The final merge only refills each tape buffer as that buffer gets
depleted, rather than refilling all of them whenever any is depleted,
so my explanation doesn't work. But move it back one layer. There are
3 sequential 233-way merges. The first one produces a giant tape run.
The second one consumes that giant tape run along with 232 small tape
runs. At this point, the logic I describe above does come into play,
refilling each of the buffers for the small runs much too often,
freeing blocks on the tape emulation for those runs in dribs and
drabs. Those free blocks get re-used by the giant output tape run, in
a scattered fashion.

Then in the next (final) merge, it is has to read in this huge
fragmented tape run emulation, generating a lot of random IO to read
it.

With the patched code, the average length of reads on files in
pgsql_tmp between lseeks or changing to a different file descriptor is
8, while in the unpatched code it is 14.

>
> Now, I'm not sure why this same logic wouldn't apply to the unpatched
> code with 118-way merge too. So maybe I am all wet here. It seems
> like that imbalance would be enough to also cause the problem.

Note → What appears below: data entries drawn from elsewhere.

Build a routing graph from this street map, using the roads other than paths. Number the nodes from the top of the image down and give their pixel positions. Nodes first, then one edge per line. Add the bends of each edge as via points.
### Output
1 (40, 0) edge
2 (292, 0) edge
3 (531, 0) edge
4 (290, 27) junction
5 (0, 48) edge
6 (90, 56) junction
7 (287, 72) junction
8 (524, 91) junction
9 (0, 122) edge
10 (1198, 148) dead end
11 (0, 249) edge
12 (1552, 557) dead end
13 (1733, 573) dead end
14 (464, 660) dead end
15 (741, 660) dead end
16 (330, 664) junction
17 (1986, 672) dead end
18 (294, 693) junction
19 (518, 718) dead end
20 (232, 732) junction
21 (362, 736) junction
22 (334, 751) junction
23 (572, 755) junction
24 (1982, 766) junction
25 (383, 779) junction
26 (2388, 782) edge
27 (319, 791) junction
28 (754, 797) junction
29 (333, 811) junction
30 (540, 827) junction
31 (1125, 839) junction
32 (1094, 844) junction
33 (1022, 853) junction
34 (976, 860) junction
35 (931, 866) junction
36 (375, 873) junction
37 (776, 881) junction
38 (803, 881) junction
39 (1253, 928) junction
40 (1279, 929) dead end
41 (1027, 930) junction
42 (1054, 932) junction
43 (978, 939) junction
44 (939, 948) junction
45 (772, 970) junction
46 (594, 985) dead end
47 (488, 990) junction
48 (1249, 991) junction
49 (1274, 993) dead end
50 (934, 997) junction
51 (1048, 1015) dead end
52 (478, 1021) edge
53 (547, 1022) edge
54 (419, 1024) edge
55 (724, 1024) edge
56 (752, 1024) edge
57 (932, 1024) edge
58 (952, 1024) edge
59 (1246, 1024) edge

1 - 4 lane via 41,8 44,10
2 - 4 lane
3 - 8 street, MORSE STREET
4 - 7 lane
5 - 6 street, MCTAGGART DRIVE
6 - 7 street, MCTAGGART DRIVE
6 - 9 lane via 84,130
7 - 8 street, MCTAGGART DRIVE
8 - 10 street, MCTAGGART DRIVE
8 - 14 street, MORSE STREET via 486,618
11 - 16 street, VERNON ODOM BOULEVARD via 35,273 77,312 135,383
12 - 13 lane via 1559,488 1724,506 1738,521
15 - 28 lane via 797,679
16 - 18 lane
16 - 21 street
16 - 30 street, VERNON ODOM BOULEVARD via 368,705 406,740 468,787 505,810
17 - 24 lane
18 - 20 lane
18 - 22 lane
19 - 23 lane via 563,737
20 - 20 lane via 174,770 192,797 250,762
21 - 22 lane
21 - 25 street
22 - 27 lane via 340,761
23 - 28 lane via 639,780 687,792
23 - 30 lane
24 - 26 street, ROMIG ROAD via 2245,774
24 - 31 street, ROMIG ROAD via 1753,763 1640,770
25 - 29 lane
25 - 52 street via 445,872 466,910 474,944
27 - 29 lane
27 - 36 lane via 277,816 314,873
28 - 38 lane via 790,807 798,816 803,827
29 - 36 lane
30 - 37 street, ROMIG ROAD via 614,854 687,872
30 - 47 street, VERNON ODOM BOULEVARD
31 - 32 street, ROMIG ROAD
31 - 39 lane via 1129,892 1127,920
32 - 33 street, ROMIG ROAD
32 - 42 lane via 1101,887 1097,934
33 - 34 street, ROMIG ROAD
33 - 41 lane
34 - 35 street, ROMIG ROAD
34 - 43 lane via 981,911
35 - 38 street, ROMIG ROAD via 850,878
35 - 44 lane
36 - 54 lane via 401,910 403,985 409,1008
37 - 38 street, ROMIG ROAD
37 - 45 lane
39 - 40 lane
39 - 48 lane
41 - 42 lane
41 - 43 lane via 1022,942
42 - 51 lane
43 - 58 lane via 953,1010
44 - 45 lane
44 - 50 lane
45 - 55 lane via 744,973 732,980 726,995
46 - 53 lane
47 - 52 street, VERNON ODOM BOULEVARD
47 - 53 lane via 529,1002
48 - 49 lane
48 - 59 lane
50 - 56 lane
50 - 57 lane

So my current theory is that it takes one large merge to generate an
unbalanced tape, one large merge where that large unbalanced tape
leads to fragmenting the output tape, and one final merge to be slowed
down by this fragmentation.

I looked at https://code.google.com/p/ioapps/ as Peter recommended,
but couldn't figure out what do with it. The only conclusion I got
from ioprofiler was that it spend a lot of time reading files in
pgsql_tmp. I found just doing
strace -y -ttt -T -p <pid>
And then analyzing with perl one liners to work better, but it could
just be the learning curve.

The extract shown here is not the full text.